**Supplied data**
####
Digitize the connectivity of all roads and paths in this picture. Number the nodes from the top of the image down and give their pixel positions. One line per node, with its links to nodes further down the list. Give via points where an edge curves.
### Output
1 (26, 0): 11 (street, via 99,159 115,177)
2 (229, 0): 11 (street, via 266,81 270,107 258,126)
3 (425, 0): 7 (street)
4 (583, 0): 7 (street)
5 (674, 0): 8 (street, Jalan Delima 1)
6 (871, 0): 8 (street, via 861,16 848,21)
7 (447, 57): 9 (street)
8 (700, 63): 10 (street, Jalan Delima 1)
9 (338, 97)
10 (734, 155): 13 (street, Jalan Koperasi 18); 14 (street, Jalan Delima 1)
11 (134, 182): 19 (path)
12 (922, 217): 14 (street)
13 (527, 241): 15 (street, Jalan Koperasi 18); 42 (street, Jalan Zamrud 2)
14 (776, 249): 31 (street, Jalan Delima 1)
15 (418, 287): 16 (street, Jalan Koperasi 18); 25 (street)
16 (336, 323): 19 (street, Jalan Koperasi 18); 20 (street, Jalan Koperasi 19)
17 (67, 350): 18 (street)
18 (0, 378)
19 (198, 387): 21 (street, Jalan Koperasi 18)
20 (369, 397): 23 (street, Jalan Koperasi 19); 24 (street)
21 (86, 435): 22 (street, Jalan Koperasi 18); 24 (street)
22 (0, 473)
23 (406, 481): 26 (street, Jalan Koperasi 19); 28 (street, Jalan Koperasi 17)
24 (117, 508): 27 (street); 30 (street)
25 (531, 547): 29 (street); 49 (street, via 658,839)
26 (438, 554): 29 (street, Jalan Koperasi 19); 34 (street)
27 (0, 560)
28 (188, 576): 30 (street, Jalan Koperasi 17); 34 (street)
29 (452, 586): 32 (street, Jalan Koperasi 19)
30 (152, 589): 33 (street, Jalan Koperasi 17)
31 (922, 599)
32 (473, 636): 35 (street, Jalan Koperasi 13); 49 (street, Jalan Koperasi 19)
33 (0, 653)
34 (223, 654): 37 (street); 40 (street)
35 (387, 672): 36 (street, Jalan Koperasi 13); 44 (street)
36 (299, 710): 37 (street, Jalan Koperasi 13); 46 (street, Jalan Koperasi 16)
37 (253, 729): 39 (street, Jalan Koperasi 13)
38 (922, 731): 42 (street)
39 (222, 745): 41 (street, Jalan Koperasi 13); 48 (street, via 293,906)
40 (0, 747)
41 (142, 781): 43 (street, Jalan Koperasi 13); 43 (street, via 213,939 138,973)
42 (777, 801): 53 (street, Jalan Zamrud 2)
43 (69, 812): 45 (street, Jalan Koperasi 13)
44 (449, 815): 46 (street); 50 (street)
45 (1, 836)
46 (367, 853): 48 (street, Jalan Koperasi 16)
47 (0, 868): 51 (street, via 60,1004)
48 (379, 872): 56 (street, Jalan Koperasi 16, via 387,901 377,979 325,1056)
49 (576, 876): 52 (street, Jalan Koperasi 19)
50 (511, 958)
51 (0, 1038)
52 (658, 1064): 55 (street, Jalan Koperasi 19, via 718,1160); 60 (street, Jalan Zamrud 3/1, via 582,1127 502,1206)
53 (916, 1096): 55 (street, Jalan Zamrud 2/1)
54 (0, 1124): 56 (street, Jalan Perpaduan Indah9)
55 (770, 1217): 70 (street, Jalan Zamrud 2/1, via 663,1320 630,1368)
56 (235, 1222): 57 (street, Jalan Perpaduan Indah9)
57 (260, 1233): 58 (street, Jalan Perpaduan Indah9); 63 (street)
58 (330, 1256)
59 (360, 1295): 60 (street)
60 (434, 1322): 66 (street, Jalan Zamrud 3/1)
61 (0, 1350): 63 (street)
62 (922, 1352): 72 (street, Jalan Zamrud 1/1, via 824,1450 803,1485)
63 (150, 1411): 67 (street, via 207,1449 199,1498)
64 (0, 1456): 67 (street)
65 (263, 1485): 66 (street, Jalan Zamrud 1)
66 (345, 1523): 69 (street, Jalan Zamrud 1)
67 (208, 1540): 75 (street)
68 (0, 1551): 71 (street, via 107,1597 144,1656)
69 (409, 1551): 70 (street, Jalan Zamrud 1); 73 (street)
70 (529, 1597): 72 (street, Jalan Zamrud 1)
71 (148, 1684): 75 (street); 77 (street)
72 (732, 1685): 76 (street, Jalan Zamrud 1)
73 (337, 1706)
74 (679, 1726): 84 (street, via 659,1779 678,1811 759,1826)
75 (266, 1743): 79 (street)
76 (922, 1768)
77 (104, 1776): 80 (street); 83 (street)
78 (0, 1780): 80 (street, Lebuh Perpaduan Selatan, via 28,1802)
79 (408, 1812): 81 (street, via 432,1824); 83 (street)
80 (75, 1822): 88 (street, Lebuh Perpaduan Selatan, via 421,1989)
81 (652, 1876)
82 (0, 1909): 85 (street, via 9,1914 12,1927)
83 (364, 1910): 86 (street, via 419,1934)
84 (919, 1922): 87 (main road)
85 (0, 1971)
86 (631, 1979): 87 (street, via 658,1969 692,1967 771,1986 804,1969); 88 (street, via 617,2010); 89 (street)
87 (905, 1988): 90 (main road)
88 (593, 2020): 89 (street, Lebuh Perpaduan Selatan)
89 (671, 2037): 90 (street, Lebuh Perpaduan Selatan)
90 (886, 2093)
####
**What you will do**
Retype the listing above, exactly and in full.

**Solution for this exercise**
Digitize the connectivity of all roads and paths in this picture. Number the nodes from the top of the image down and give their pixel positions. One line per node, with its links to nodes further down the list. Give via points where an edge curves.
### Output
1 (26, 0): 11 (street, via 99,159 115,177)
2 (229, 0): 11 (street, via 266,81 270,107 258,126)
3 (425, 0): 7 (street)
4 (583, 0): 7 (street)
5 (674, 0): 8 (street, Jalan Delima 1)
6 (871, 0): 8 (street, via 861,16 848,21)
7 (447, 57): 9 (street)
8 (700, 63): 10 (street, Jalan Delima 1)
9 (338, 97)
10 (734, 155): 13 (street, Jalan Koperasi 18); 14 (street, Jalan Delima 1)
11 (134, 182): 19 (path)
12 (922, 217): 14 (street)
13 (527, 241): 15 (street, Jalan Koperasi 18); 42 (street, Jalan Zamrud 2)
14 (776, 249): 31 (street, Jalan Delima 1)
15 (418, 287): 16 (street, Jalan Koperasi 18); 25 (street)
16 (336, 323): 19 (street, Jalan Koperasi 18); 20 (street, Jalan Koperasi 19)
17 (67, 350): 18 (street)
18 (0, 378)
19 (198, 387): 21 (street, Jalan Koperasi 18)
20 (369, 397): 23 (street, Jalan Koperasi 19); 24 (street)
21 (86, 435): 22 (street, Jalan Koperasi 18); 24 (street)
22 (0, 473)
23 (406, 481): 26 (street, Jalan Koperasi 19); 28 (street, Jalan Koperasi 17)
24 (117, 508): 27 (street); 30 (street)
25 (531, 547): 29 (street); 49 (street, via 658,839)
26 (438, 554): 29 (street, Jalan Koperasi 19); 34 (street)
27 (0, 560)
28 (188, 576): 30 (street, Jalan Koperasi 17); 34 (street)
29 (452, 586): 32 (street, Jalan Koperasi 19)
30 (152, 589): 33 (street, Jalan Koperasi 17)
31 (922, 599)
32 (473, 636): 35 (street, Jalan Koperasi 13); 49 (street, Jalan Koperasi 19)
33 (0, 653)
34 (223, 654): 37 (street); 40 (street)
35 (387, 672): 36 (street, Jalan Koperasi 13); 44 (street)
36 (299, 710): 37 (street, Jalan Koperasi 13); 46 (street, Jalan Koperasi 16)
37 (253, 729): 39 (street, Jalan Koperasi 13)
38 (922, 731): 42 (street)
39 (222, 745): 41 (street, Jalan Koperasi 13); 48 (street, via 293,906)
40 (0, 747)
41 (142, 781): 43 (street, Jalan Koperasi 13); 43 (street, via 213,939 138,973)
42 (777, 801): 53 (street, Jalan Zamrud 2)
43 (69, 812): 45 (street, Jalan Koperasi 13)
44 (449, 815): 46 (street); 50 (street)
45 (1, 836)
46 (367, 853): 48 (street, Jalan Koperasi 16)
47 (0, 868): 51 (street, via 60,1004)
48 (379, 872): 56 (street, Jalan Koperasi 16, via 387,901 377,979 325,1056)
49 (576, 876): 52 (street, Jalan Koperasi 19)
50 (511, 958)
51 (0, 1038)
52 (658, 1064): 55 (street, Jalan Koperasi 19, via 718,1160); 60 (street, Jalan Zamrud 3/1, via 582,1127 502,1206)
53 (916, 1096): 55 (street, Jalan Zamrud 2/1)
54 (0, 1124): 56 (street, Jalan Perpaduan Indah9)
55 (770, 1217): 70 (street, Jalan Zamrud 2/1, via 663,1320 630,1368)
56 (235, 1222): 57 (street, Jalan Perpaduan Indah9)
57 (260, 1233): 58 (street, Jalan Perpaduan Indah9); 63 (street)
58 (330, 1256)
59 (360, 1295): 60 (street)
60 (434, 1322): 66 (street, Jalan Zamrud 3/1)
61 (0, 1350): 63 (street)
62 (922, 1352): 72 (street, Jalan Zamrud 1/1, via 824,1450 803,1485)
63 (150, 1411): 67 (street, via 207,1449 199,1498)
64 (0, 1456): 67 (street)
65 (263, 1485): 66 (street, Jalan Zamrud 1)
66 (345, 1523): 69 (street, Jalan Zamrud 1)
67 (208, 1540): 75 (street)
68 (0, 1551): 71 (street, via 107,1597 144,1656)
69 (409, 1551): 70 (street, Jalan Zamrud 1); 73 (street)
70 (529, 1597): 72 (street, Jalan Zamrud 1)
71 (148, 1684): 75 (street); 77 (street)
72 (732, 1685): 76 (street, Jalan Zamrud 1)
73 (337, 1706)
74 (679, 1726): 84 (street, via 659,1779 678,1811 759,1826)
75 (266, 1743): 79 (street)
76 (922, 1768)
77 (104, 1776): 80 (street); 83 (street)
78 (0, 1780): 80 (street, Lebuh Perpaduan Selatan, via 28,1802)
79 (408, 1812): 81 (street, via 432,1824); 83 (street)
80 (75, 1822): 88 (street, Lebuh Perpaduan Selatan, via 421,1989)
81 (652, 1876)
82 (0, 1909): 85 (street, via 9,1914 12,1927)
83 (364, 1910): 86 (street, via 419,1934)
84 (919, 1922): 87 (main road)
85 (0, 1971)
86 (631, 1979): 87 (street, via 658,1969 692,1967 771,1986 804,1969); 88 (street, via 617,2010); 89 (street)
87 (905, 1988): 90 (main road)
88 (593, 2020): 89 (street, Lebuh Perpaduan Selatan)
89 (671, 2037): 90 (street, Lebuh Perpaduan Selatan)
90 (886, 2093)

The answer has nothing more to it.